Laughing Matryoshka (Japanese: 笑うマトリョーシカ) is a Japanese drama based on the novel written by Kazumasa Hayami, which was published by Bungeishunjū on November 5, 2021, aired on TBS's "Friday Drama" slot starting June 28, 2024.

== Synopsis ==
Toshiya Suzuki has known Ichiro Seike, a popular politician, since high school. Suzuki recognized that Seike had the potential to be a politician since then. And now, as his secretary, he is devoted to making Seike a prime minister. They look like a perfect match. But for reporter Kanae Michiue, something feels off about their relationship, including the fact that Suzuki's name is not revealed in Seike's autobiography, a mystery that seems to be related to the secretary's past. She begins to investigate them and notices the mysterious deaths surrounding Seike's rise in politics.
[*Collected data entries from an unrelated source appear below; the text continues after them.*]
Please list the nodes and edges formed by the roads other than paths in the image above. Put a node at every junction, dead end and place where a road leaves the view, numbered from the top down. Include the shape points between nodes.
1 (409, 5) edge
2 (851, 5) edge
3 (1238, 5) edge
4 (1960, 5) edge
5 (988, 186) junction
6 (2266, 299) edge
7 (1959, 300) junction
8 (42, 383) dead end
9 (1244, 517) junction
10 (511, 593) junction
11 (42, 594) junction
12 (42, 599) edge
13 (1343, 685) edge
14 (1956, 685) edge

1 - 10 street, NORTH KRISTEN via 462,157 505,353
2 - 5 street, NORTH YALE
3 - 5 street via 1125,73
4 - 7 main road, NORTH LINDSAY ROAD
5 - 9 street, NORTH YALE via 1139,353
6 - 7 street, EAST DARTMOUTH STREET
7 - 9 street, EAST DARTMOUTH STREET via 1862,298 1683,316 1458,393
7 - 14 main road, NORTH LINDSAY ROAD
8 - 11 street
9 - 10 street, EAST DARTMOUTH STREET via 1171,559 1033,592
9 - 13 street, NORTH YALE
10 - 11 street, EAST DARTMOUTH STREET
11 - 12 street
Her own father's death is somehow connected.

== Cast ==
- Asami Mizukawa as Tōto Shinbun reporter Kanae Michiue
- Sho Sakurai as Minister of Health, Labor and Welfare Ichiro Seike
  - Yuzu Aoki as Seike (in University)
- Tetsuji Tamayama Seike's former classmate, and current secretary, Toshiya Suzuki
  - Nishiyama Jun as Suzuki (in University)

=== Government people ===
- Masei Nakayama as Kazunori Sakamoto, Seike's office secretary
- Akira Otaka as Prime Minister Habu Masafumi
- Kenichi Yajima as Ikuo Morohashi Minister of Foreign Affairs
- Shigemitsu Ogi as Kazuhiro Takechi, representative from Ehime. Seike had been his private secretary, and replaced him when he died.
- Tomiyuki Kunihiro as Norinaga Fujita, Takechi's former policy manager
- Mutsuo Yoshioka as Togashi, a former secretary in Morohashi's staff

=== Michiue's family ===
- Mariko Tsutsui as Kaori Michiue,Michiue's mother, owner of Rinka Restaurant
- Ikkei Watanabe as Kanetaka Michiue, Michiue's father
- Masato Wada as Kentaro Hatade, Michiue's ex-husband
- Yurito Mori as Yūki Hatade, Michiue and Hatade's son

=== Seike's family ===
- Katō Masaya as Yoshitaka Wadajima, Seike's father (as revealed in Seike's autobiography), also a politician
- Saki Takaoka as a mysterious woman. She is Seike's mother, Hiroko Seike
  - Rin Mizushima as young Hiroko (ep 9)
- Kenjiro Nashimoto as Yoshikazu Seike, Hiroko Seike's ex-husband and Ichiro's stepfather
- Masami Horiuchi as Masashige Komatsu, Hiroko's current husband and former Psychiatrist. (ep. 9 & 10)

=== Suzuki's family ===
- Tatsurō Kawano as Suzuki's father
- Sei Matobu introduced in episode 4 as a mysterious woman who gazes at the back of Michiue as she leaves the hospital where Suzuki is revealed later to be his wife

=== Tōto Shinbun ===
- Tomomi Maruyama as Takashi Yamanaka, a senior reporter
- Ryōsuke Sota as Naoki Aoyama, a junior reporter

=== Seike's Uni era ===
- Momoko Tanabe as "Mieko", Seike's University era girlfriend The name is a pseudonym used in Seike's book. She went by the name of Miwako Miyoshi in her school years, but her true name, Arisa Manaka, was revealed in a script she had written, which named her as author. Revealed as Reiko Tadokoro, a helper in Hiroko and her current husband's home (ep 9 & 10) in their current era
- Dai Watanabe as Koichi Sasaki Suzuki and Seike's former classmate, and political supporter, chef and owner of the restaurant where Seike and Michiue meet to talk.
  - Noritaka Hamao as Sasaki (in University)
- Toshihide Tonisaku as Kiyohiko Isshiki, Fukuin's principal

=== Other ===
- Sakuya as Rinrin, part-time worker at Rinka

- Misa Wada as Reiko Tadokoro, a helper in Hiroko and her current husband's home, revealed to be Arisa Manaka after undergoing plastic surgery

== Plot ==
As the drama opens, new Cabinet's recently appointed Minister of Health, Labor and Welfare, Ichiro Seike, a young politician, candidate to be the next Prime Minister, gives a press conference Yoshitaka Wadajima, Chief Cabinet Secretary who gave a support speech when Seike first ran for office, was Seike's father, fact unknown for years, until revealed in Seike's autobiography, died of cancer the year before. They never lived together..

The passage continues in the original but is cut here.